Последнюю фразу жрец произнес, повысив голос, торжественно и повелительно. Внезапно ветер усилился, и озеро покрылось уже не рябью, а волнами. Вода набегала на берег и откатывала с шипящим, подобно змеиному, звуком. Жрец протянул руку к женщине и властно приказал:
– Сними одежду!
Она безропотно покорилась. Платье упало к ее ногам, обнажив полную грудь и худые бедра молодой нерожавшей женщины. Она попыталась стыдливо прикрыть руками наготу, но жрец недовольно поморщился и осуждающе качнул рогами.
– Не надо стыдиться, – сказал он. – Войди в священное озеро, окунись в его благодатные воды и омой свое бесплодное лоно. А потом произнеси: «Велесе! Лоно мое благослови да посыльников в него пошли».
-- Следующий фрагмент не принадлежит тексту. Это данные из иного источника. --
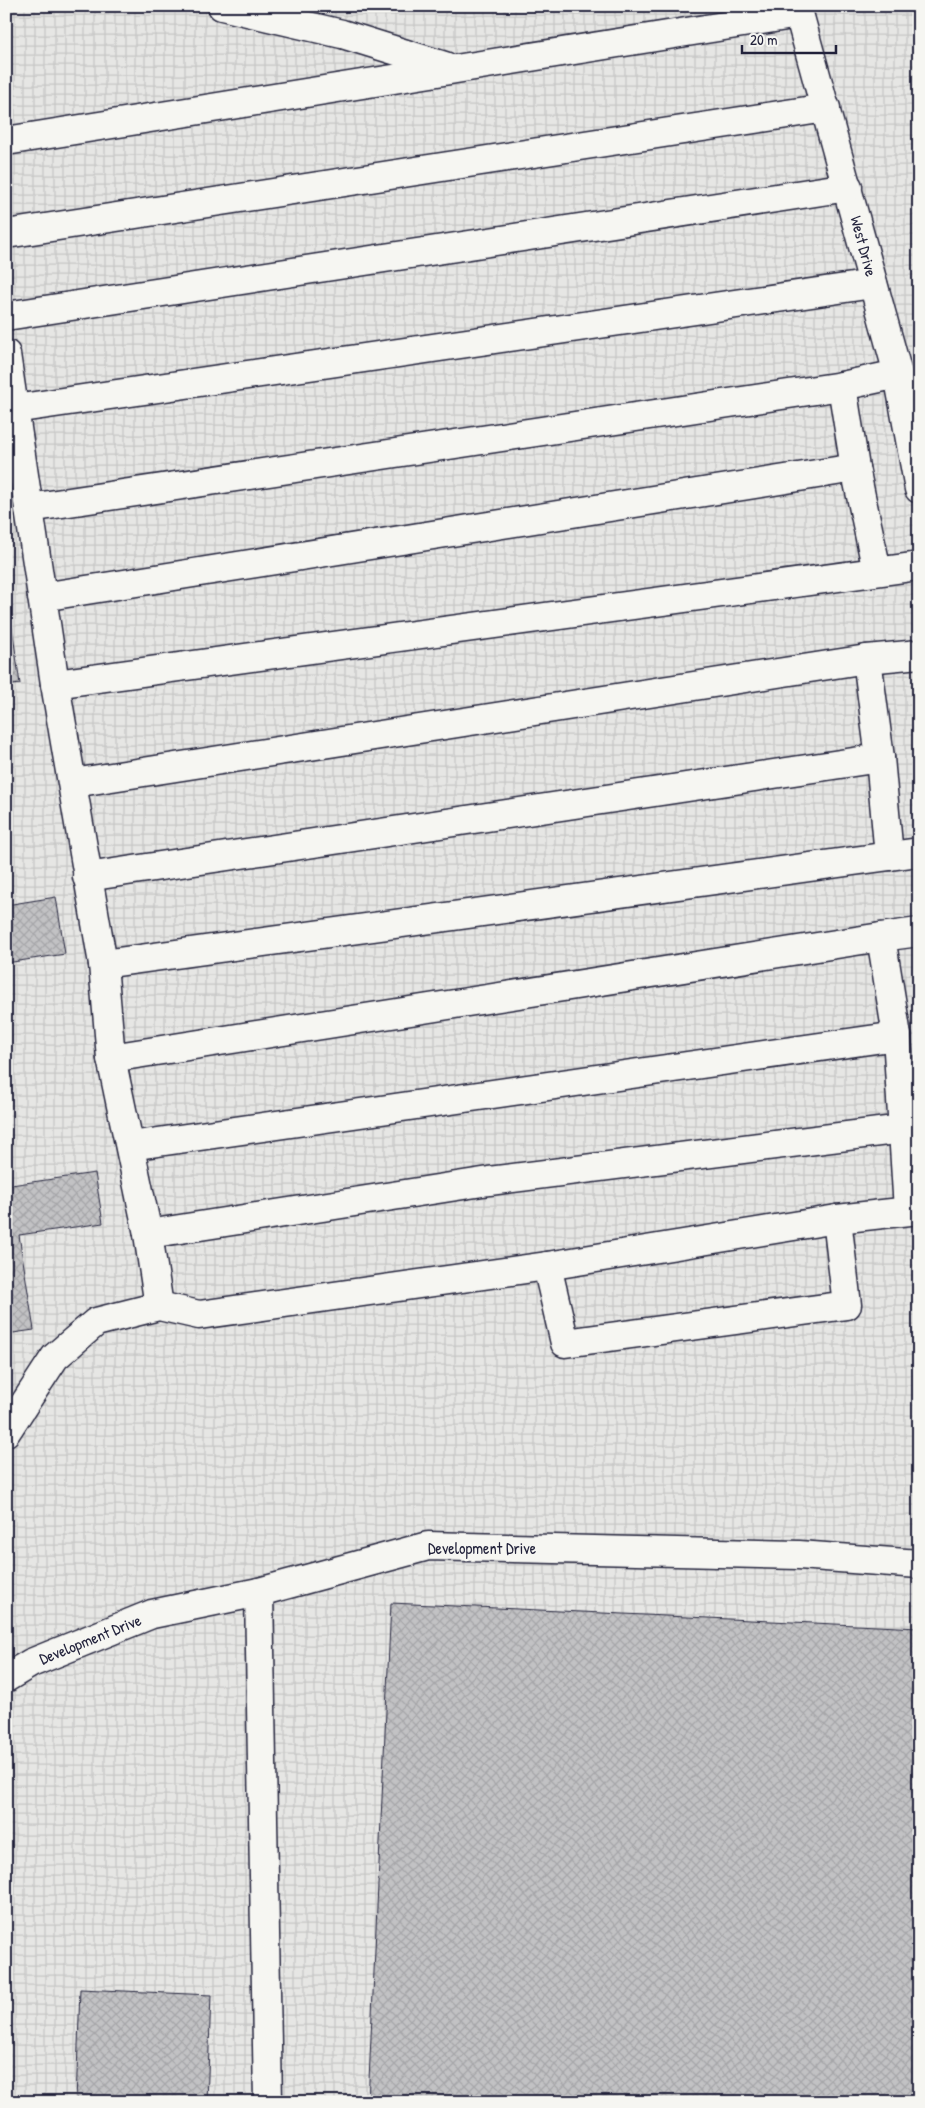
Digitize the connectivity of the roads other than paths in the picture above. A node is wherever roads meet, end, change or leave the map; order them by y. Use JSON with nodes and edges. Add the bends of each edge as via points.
{"nodes":[{"id":1,"x":222,"y":6,"type":"edge"},
{"id":2,"x":798,"y":10,"type":"edge"},
{"id":3,"x":452,"y":68,"type":"junction"},
{"id":4,"x":826,"y":108,"type":"junction"},
{"id":5,"x":6,"y":141,"type":"edge"},
{"id":6,"x":848,"y":187,"type":"junction"},
{"id":7,"x":6,"y":234,"type":"edge"},
{"id":8,"x":873,"y":284,"type":"junction"},
{"id":9,"x":6,"y":316,"type":"edge"},
{"id":10,"x":6,"y":354,"type":"edge"},
{"id":11,"x":898,"y":374,"type":"junction"},
{"id":12,"x":842,"y":386,"type":"junction"},
{"id":13,"x":14,"y":409,"type":"junction"},
{"id":14,"x":855,"y":468,"type":"junction"},
{"id":15,"x":919,"y":489,"type":"edge"},
{"id":16,"x":29,"y":508,"type":"junction"},
{"id":17,"x":919,"y":566,"type":"edge"},
{"id":18,"x":877,"y":572,"type":"junction"},
{"id":19,"x":42,"y":597,"type":"junction"},
{"id":20,"x":919,"y":654,"type":"edge"},
{"id":21,"x":867,"y":659,"type":"junction"},
{"id":22,"x":55,"y":684,"type":"junction"},
{"id":23,"x":880,"y":758,"type":"junction"},
{"id":24,"x":73,"y":783,"type":"junction"},
{"id":25,"x":919,"y":852,"type":"edge"},
{"id":26,"x":889,"y":856,"type":"junction"},
{"id":27,"x":87,"y":877,"type":"junction"},
{"id":28,"x":919,"y":932,"type":"edge"},
{"id":29,"x":881,"y":937,"type":"junction"},
{"id":30,"x":103,"y":964,"type":"junction"},
{"id":31,"x":897,"y":1036,"type":"junction"},
{"id":32,"x":111,"y":1058,"type":"junction"},
{"id":33,"x":903,"y":1129,"type":"junction"},
{"id":34,"x":130,"y":1146,"type":"junction"},
{"id":35,"x":913,"y":1210,"type":"edge"},
{"id":36,"x":836,"y":1219,"type":"junction"},
{"id":37,"x":148,"y":1234,"type":"junction"},
{"id":38,"x":547,"y":1266,"type":"junction"},
{"id":39,"x":160,"y":1306,"type":"junction"},
{"id":40,"x":6,"y":1432,"type":"edge"},
{"id":41,"x":919,"y":1564,"type":"edge"},
{"id":42,"x":259,"y":1592,"type":"junction"},
{"id":43,"x":6,"y":1678,"type":"edge"},
{"id":44,"x":268,"y":2102,"type":"edge"}],
"edges":[{"from":1,"to":3,"type":"street","via":[[342,34]]},
{"from":2,"to":3,"type":"street"},
{"from":2,"to":4,"type":"street","name":"West Drive"},
{"from":3,"to":5,"type":"street"},
{"from":4,"to":6,"type":"street","name":"West Drive"},
{"from":4,"to":7,"type":"street"},
{"from":6,"to":8,"type":"street","name":"West Drive"},
{"from":6,"to":9,"type":"street"},
{"from":8,"to":11,"type":"street","name":"West Drive"},
{"from":8,"to":13,"type":"street"},
{"from":10,"to":13,"type":"street"},
{"from":11,"to":12,"type":"street"},
{"from":11,"to":15,"type":"street","name":"West Drive"},
{"from":12,"to":14,"type":"street"},
{"from":12,"to":16,"type":"street"},
{"from":13,"to":16,"type":"street"},
{"from":14,"to":18,"type":"street"},
{"from":14,"to":19,"type":"street"},
{"from":16,"to":19,"type":"street"},
{"from":17,"to":18,"type":"street"},
{"from":18,"to":22,"type":"street"},
{"from":19,"to":22,"type":"street"},
{"from":20,"to":21,"type":"street"},
{"from":21,"to":23,"type":"street"},
{"from":21,"to":24,"type":"street"},
{"from":22,"to":24,"type":"street"},
{"from":23,"to":26,"type":"street"},
{"from":23,"to":27,"type":"street"},
{"from":24,"to":27,"type":"street"},
{"from":25,"to":26,"type":"street"},
{"from":26,"to":30,"type":"street"},
{"from":27,"to":30,"type":"street"},
{"from":28,"to":29,"type":"street"},
{"from":29,"to":31,"type":"street"},
{"from":29,"to":32,"type":"street"},
{"from":30,"to":32,"type":"street"},
{"from":31,"to":33,"type":"street"},
{"from":31,"to":34,"type":"street"},
{"from":32,"to":34,"type":"street"},
{"from":33,"to":35,"type":"street"},
{"from":33,"to":37,"type":"street","via":[[489,1181]]},
{"from":34,"to":37,"type":"street"},
{"from":35,"to":36,"type":"street"},
{"from":36,"to":38,"type":"street"},
{"from":36,"to":38,"type":"street","via":[[847,1304],[565,1343]]},
{"from":37,"to":39,"type":"street"},
{"from":38,"to":39,"type":"street","via":[[199,1315]]},
{"from":39,"to":40,"type":"street","via":[[96,1322],[55,1357]]},
{"from":41,"to":42,"type":"street","name":"Development Drive","via":[[799,1555],[428,1546]]},
{"from":42,"to":43,"type":"street","name":"Development Drive","via":[[152,1614],[31,1663]]},
{"from":42,"to":44,"type":"street"}]}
Когда женщина выполнила его требование и после всего вышла из озера на берег, то ли от холода, то ли от нервного возбуждения дрожа всем телом, жрец снова протянул ей сосуд, который принес с собой.
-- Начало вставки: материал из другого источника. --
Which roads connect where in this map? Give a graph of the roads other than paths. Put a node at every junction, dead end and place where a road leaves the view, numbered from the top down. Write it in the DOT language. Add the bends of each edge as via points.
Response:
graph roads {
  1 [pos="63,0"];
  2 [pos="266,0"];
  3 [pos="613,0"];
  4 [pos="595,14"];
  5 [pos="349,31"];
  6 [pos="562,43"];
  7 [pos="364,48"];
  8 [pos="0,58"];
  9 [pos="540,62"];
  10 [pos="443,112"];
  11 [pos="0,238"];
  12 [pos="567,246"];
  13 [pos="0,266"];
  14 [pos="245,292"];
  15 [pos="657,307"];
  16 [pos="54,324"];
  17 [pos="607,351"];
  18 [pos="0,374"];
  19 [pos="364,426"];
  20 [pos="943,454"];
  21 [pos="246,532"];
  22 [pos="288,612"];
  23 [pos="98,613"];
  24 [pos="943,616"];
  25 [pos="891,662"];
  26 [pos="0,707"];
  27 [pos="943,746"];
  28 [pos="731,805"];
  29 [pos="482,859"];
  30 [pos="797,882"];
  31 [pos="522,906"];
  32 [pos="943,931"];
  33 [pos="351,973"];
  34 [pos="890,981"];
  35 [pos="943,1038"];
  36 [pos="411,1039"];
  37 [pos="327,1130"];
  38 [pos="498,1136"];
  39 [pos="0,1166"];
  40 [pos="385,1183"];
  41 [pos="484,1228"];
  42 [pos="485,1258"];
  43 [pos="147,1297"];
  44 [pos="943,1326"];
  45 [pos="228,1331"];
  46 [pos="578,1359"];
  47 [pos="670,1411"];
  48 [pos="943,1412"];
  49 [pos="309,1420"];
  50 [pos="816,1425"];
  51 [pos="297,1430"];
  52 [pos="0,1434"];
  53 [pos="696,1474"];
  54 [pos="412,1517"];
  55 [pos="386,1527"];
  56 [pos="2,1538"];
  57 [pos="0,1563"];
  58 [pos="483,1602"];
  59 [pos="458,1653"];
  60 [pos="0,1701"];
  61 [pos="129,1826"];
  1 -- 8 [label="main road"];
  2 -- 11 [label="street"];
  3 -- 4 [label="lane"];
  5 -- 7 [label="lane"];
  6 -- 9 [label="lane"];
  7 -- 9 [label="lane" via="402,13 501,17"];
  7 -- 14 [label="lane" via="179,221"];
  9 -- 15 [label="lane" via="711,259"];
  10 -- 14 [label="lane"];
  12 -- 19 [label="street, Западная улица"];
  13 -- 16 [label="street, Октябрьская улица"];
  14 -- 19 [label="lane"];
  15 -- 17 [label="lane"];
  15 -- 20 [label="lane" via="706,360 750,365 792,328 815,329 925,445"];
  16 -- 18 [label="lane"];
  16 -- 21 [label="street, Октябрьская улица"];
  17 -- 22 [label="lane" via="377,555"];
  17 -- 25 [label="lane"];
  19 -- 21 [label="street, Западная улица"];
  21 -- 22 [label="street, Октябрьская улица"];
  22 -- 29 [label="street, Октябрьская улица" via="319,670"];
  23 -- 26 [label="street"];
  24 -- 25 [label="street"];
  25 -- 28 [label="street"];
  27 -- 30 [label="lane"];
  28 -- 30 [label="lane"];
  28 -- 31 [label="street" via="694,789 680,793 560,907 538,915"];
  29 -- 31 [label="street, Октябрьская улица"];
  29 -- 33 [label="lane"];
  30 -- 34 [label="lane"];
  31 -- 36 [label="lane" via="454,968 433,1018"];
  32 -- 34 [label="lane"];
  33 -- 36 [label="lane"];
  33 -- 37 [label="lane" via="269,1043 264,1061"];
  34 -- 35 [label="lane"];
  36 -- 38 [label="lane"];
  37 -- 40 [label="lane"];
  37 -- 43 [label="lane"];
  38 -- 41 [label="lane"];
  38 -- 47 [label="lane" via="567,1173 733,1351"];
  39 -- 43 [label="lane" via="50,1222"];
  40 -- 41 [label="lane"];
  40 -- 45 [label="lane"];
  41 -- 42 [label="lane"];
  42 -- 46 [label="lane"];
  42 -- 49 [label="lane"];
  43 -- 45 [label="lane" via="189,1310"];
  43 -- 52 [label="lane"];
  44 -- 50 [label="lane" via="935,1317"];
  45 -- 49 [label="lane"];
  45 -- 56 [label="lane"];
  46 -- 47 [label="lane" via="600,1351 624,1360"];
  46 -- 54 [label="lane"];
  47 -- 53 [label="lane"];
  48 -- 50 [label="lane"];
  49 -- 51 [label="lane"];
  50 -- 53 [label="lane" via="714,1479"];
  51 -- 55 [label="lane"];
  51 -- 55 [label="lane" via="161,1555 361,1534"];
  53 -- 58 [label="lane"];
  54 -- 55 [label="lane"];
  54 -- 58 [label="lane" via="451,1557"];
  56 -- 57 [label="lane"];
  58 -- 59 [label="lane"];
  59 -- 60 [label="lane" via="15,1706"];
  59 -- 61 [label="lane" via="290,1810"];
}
– Пей, – велел он. – На этот раз до дна.
Женщина начала пить крупными глотками. Вскоре дрожь оставила ее, ей стало тепло и спокойно. После очередного глотка она едва не выронила сосуд из внезапно ослабевших рук. Ноги тоже отказывались ей служить. Женщина хотела что-то произнести, но не смогла. Язык, как и другие члены тела, перестал повиноваться ей. Она почувствовала головокружение и мягко опустилась на землю, словно неожиданно обессилев.